Forgery and Commercial Burglary Charges (Counts 12-15): Mission Valley Bank Check Transactions

On July 19, 2007, appellant opened a corporate checking account at Mission Valley Bank in the name of XMaps. He deposited $100 cash into the account when he opened it. The next day he deposited $1,691.70 into the account. Appellant signed the signature card to open the account, and although Anderson's name was listed as a co-owner of the business and was also on the signature card, Anderson never signed the card. At trial, Anderson said that he had no interaction or dealings with Mission Valley Bank and testified that appellant never told him that they needed to deposit any funds into any account for XMaps at Mission Valley Bank.

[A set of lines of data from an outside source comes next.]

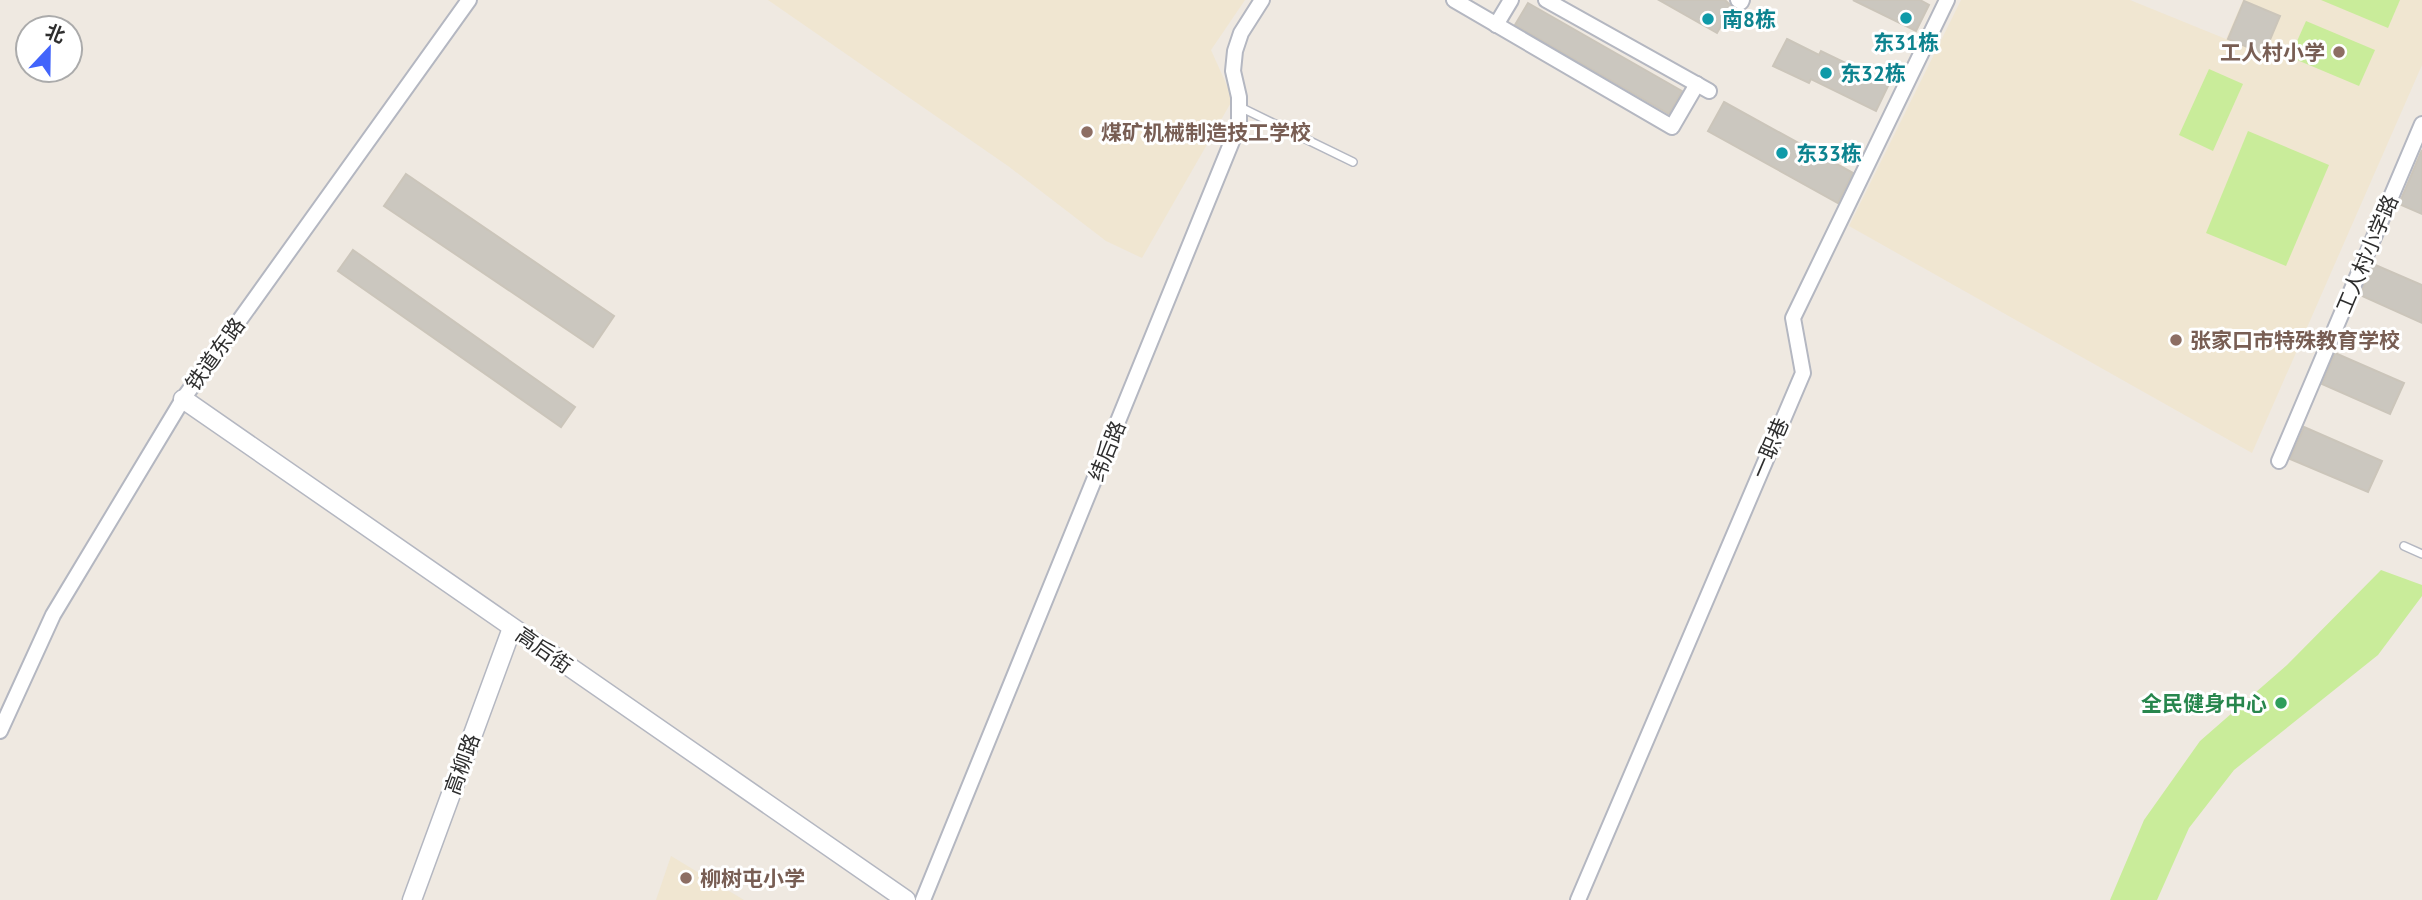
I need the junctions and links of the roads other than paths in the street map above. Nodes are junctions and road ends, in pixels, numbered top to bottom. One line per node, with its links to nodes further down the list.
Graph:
1 (469, 0): 11 (street, 铁道东路)
2 (1262, 0): 8 (street, 纬后路)
3 (1454, 0): 7 (street)
4 (1511, 0): 7 (street)
5 (1546, 0): 7 (street)
6 (1947, 0): 20 (street, 一职巷)
7 (1496, 24)
8 (1239, 107): 10 (lane); 19 (street, 纬后路)
9 (2422, 124): 12 (street, 工人村小学路)
10 (1353, 162)
11 (183, 399): 15 (street, 高后街); 16 (street, 铁道东路)
12 (2279, 461)
13 (2404, 546): 14 (lane)
14 (2422, 554)
15 (512, 628): 17 (street, 高柳路); 18 (street, 高后街)
16 (0, 731)
17 (412, 900)
18 (906, 900)
19 (923, 900)
20 (1578, 900)

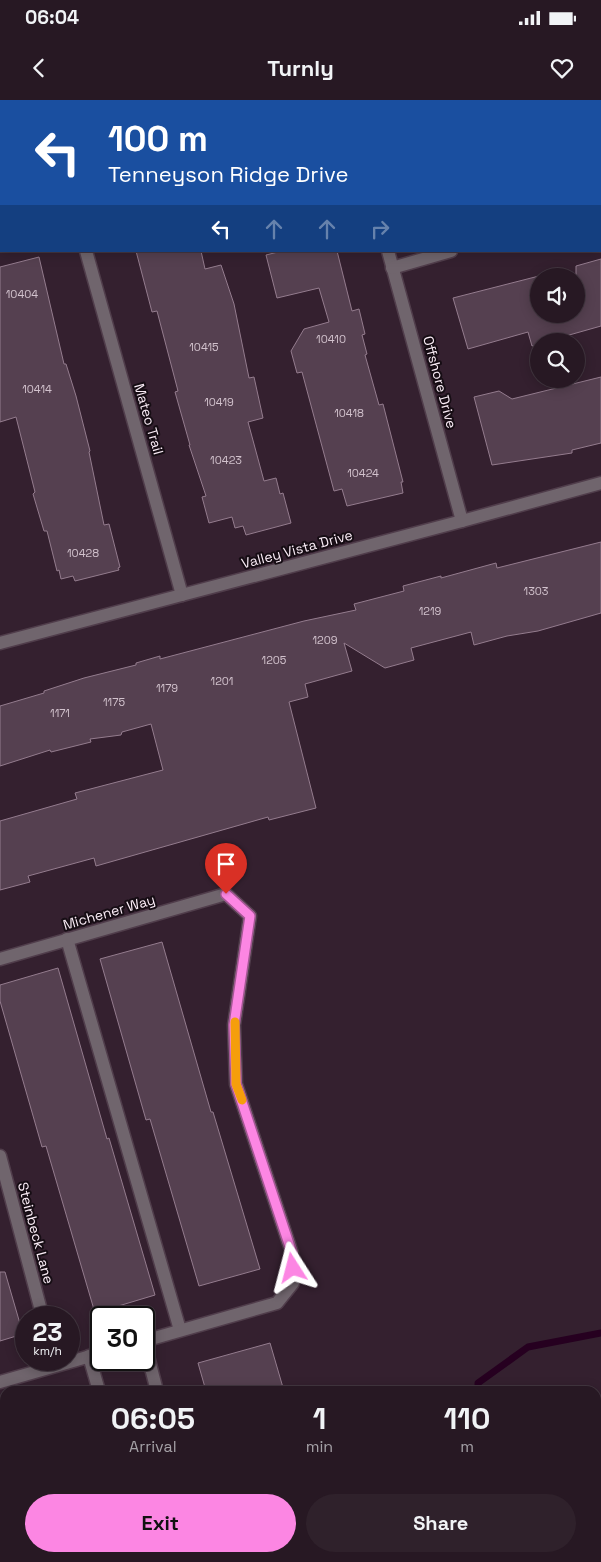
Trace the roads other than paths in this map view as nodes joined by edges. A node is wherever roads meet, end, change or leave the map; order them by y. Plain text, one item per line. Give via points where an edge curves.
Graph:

On July 23, 2007, appellant entered the Sun Valley branch of the Mission Valley Bank and deposited a check (#6036) in the account of XMaps for $5,618. The check was drawn on the XPrint's Telesis account. According to appellant, Anderson printed, signed and gave him the check and told him to put it in XMaps' account at the Mission Valley Bank. Mission Valley Bank had a policy to give a customer immediate credit for any amount they deposited without first verifying that the check had sufficient funds. Immediately after appellant deposited check #6036, he obtained a cashier's check drawn on XMaps' Mission Valley Bank account for $6,022 payable to Delta Printing Solutions, which was XMaps' landlord in Valencia.

Also on July 23, 2007, appellant entered a different branch of the Mission Valley Bank and deposited another check (#6035) in the account of XMaps for $4,368 drawn on the XPrint Telesis account. Appellant testified that Anderson gave him the check and told him to deposit it in XMaps' account in the Mission Valley Bank. Appellant immediately obtained a cashier's check in the amount of $3,011 payable to Delta Printing Solutions.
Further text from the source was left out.